Кара качалась и раздавала всем проклятье своего имени. Пока, наконец, не явился на кухню Рома-Джа.
Все смолкли, ибо это и есть наш хозяин, и его слушает каждый, пускай на голове его — дрэды, а в сердце вечная хиппанская весна. Он всегда спокоен, а для нас, безумных, спокойствие — залог мудрости и мудрых дел.
Рома-Джа остался спокоен и увидав Кару мою на рожке, и сказал тихо:
— Мелкая, ты знаешь: по правилам самостоятельных животных в коммуну нельзя.
Правила эти неписаны. Точнее, они когда-то были написано, но быстро содраны кем-то в припадке скандала, однако их помнили и знали по принципу «передай другому». В правилах был этот пункт: самостоятельными считались все животные, что могли сами найти что-то и съесть, либо покинуть территорию, условно отведённую их хозяину. Все это исключало кошек, собак, хорьков и слишком шустрых кроликов. Не исключало мышей, крыс, хомяков, рыб, рептилий и шипящих мадагаскарских тараканов.
Защищать Кару было после того бессмысленно. Осталось только стянуть её с рожка и гордо покинуть с дом. Якиманка попряталась по своим углам, закрыв от нас двери, я поставила стул на стол и полезла, прибежала Ленка, раскрыла окно, чтобы Каре было куда лететь, и стала громко хохотать и прыгать, чтобы Каре было чего бояться.

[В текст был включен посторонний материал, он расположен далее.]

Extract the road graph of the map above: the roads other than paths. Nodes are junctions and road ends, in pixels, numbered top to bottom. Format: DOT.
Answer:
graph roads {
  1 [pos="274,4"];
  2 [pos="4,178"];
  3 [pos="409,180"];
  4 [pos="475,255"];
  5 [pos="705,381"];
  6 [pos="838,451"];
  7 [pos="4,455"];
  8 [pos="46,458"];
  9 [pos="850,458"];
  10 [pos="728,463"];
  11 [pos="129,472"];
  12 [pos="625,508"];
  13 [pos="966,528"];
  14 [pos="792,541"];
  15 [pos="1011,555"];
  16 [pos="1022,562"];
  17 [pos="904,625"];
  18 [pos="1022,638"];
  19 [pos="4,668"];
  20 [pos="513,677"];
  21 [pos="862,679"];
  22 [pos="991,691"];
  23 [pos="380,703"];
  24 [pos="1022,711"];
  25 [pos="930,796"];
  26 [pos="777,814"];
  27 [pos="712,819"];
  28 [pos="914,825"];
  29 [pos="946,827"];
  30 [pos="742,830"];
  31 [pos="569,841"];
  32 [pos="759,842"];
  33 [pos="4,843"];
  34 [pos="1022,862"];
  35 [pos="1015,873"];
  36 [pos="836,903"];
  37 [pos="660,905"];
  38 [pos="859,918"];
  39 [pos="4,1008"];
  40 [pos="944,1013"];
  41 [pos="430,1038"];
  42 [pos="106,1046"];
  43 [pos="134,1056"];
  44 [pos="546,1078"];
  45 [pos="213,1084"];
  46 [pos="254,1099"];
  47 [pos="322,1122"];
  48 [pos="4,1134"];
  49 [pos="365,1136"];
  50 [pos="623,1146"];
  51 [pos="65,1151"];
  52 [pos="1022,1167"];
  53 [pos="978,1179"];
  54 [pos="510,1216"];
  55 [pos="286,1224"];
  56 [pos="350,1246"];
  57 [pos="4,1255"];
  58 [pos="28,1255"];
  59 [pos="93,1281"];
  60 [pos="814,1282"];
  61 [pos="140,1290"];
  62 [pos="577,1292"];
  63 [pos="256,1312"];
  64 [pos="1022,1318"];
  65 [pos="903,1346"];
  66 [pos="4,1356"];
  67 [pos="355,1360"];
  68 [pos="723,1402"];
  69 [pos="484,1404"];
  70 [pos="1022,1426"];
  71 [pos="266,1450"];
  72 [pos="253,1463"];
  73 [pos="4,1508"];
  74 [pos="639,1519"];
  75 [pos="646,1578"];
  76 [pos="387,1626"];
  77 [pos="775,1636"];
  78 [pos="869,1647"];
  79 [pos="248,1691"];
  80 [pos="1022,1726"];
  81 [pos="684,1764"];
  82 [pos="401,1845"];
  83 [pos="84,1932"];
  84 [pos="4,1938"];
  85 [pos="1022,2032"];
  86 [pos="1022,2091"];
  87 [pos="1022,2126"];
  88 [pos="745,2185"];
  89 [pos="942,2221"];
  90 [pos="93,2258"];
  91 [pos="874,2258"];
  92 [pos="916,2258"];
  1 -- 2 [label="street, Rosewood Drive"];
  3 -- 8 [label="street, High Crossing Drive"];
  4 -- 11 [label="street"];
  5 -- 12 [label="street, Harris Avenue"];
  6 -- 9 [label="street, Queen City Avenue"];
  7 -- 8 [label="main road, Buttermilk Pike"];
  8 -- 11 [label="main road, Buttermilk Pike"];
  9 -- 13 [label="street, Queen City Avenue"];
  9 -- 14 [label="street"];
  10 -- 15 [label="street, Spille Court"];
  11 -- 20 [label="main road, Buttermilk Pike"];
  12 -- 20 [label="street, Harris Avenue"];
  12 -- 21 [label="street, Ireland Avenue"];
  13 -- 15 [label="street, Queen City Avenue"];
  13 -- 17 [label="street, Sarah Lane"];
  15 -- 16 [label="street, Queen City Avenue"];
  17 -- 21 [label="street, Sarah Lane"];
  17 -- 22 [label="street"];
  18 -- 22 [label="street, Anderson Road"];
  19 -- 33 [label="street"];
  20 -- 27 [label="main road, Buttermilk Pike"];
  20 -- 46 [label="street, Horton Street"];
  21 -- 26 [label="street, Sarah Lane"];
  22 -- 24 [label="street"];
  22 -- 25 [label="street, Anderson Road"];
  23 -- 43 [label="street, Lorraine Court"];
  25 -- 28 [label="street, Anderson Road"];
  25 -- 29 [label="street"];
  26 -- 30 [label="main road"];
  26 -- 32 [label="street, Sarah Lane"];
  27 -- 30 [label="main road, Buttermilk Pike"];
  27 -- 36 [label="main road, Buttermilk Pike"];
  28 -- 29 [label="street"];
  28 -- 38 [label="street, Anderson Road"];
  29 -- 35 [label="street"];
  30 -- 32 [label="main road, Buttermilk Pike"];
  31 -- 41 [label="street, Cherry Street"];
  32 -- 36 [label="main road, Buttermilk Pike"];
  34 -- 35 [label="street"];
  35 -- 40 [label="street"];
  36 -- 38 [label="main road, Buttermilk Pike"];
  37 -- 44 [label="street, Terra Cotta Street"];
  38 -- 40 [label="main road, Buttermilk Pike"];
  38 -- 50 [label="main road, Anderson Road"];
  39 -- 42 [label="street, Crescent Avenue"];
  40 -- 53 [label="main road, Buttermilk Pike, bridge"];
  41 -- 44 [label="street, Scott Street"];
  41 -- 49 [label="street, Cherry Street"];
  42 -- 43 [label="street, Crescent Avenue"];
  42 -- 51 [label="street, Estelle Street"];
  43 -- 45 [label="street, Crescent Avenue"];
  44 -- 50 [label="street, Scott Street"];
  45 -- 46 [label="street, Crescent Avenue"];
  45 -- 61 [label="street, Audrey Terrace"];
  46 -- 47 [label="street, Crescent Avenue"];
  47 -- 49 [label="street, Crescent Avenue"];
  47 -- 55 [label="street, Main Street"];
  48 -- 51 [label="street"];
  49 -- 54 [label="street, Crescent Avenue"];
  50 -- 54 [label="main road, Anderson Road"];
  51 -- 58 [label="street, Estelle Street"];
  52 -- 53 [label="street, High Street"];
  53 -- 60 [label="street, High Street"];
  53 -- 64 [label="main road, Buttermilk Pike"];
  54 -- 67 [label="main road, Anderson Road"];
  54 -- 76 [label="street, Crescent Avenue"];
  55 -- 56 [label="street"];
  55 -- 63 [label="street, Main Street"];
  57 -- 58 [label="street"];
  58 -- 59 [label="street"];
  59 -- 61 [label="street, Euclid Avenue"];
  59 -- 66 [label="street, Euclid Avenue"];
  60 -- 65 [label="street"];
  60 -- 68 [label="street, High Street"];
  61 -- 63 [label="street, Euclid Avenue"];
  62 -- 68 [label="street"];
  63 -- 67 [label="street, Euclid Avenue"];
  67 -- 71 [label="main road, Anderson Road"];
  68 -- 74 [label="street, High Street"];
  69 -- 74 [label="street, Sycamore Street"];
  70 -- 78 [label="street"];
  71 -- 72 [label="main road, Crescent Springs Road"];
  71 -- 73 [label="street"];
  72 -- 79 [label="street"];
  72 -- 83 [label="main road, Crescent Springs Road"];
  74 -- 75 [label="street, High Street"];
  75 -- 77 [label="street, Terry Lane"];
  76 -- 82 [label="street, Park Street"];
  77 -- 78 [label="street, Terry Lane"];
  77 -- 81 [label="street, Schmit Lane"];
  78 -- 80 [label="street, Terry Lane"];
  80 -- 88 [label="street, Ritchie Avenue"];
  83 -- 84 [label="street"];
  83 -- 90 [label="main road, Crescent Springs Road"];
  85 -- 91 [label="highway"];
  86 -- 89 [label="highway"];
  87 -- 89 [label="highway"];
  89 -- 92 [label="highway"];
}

Я оказалась с ней вровень. Балансируя, выпрямилась и потянула руки. Кара глянула на меня почти с укоризной, мотнула головой и отчётливо каркнула:
— Ха работу!
После чего сорвалась с люстры и полетела по коридору, рождая вихрь в недрах коммуны.
— Те-те-те, — не то с похвалой, не то порицая промолвил дед наш Артемий.
— Ура! Клиника! — зарадовалась Ленка и бросилась вслед за Карой.
Унимая коленную дрожь, я слезла вниз и побежала в комнату, ибо что напротив кухни в нашей коммуне, прямо по коридору без поворотов — комната Ромы-Джа, с роялем и моей антресолью.
Окно там оказалось настежь, и комната кипела уличными звуками. Ленка сидела на подоконнике, держа над двором горшок с Сашкиным перцем. Так распорядилась к тому моменту Ленка и коммунская Сашкина судьба, что он снова жил в ванной, а в комнате нашей рос его любимый жгучий перец, небольшое зелёное деревце. Он-то и держал его пока в коммуне — он и бешенные Ленкины глаза, уставившиеся сейчас из раскрытого окна отвесно в Якиманский двор.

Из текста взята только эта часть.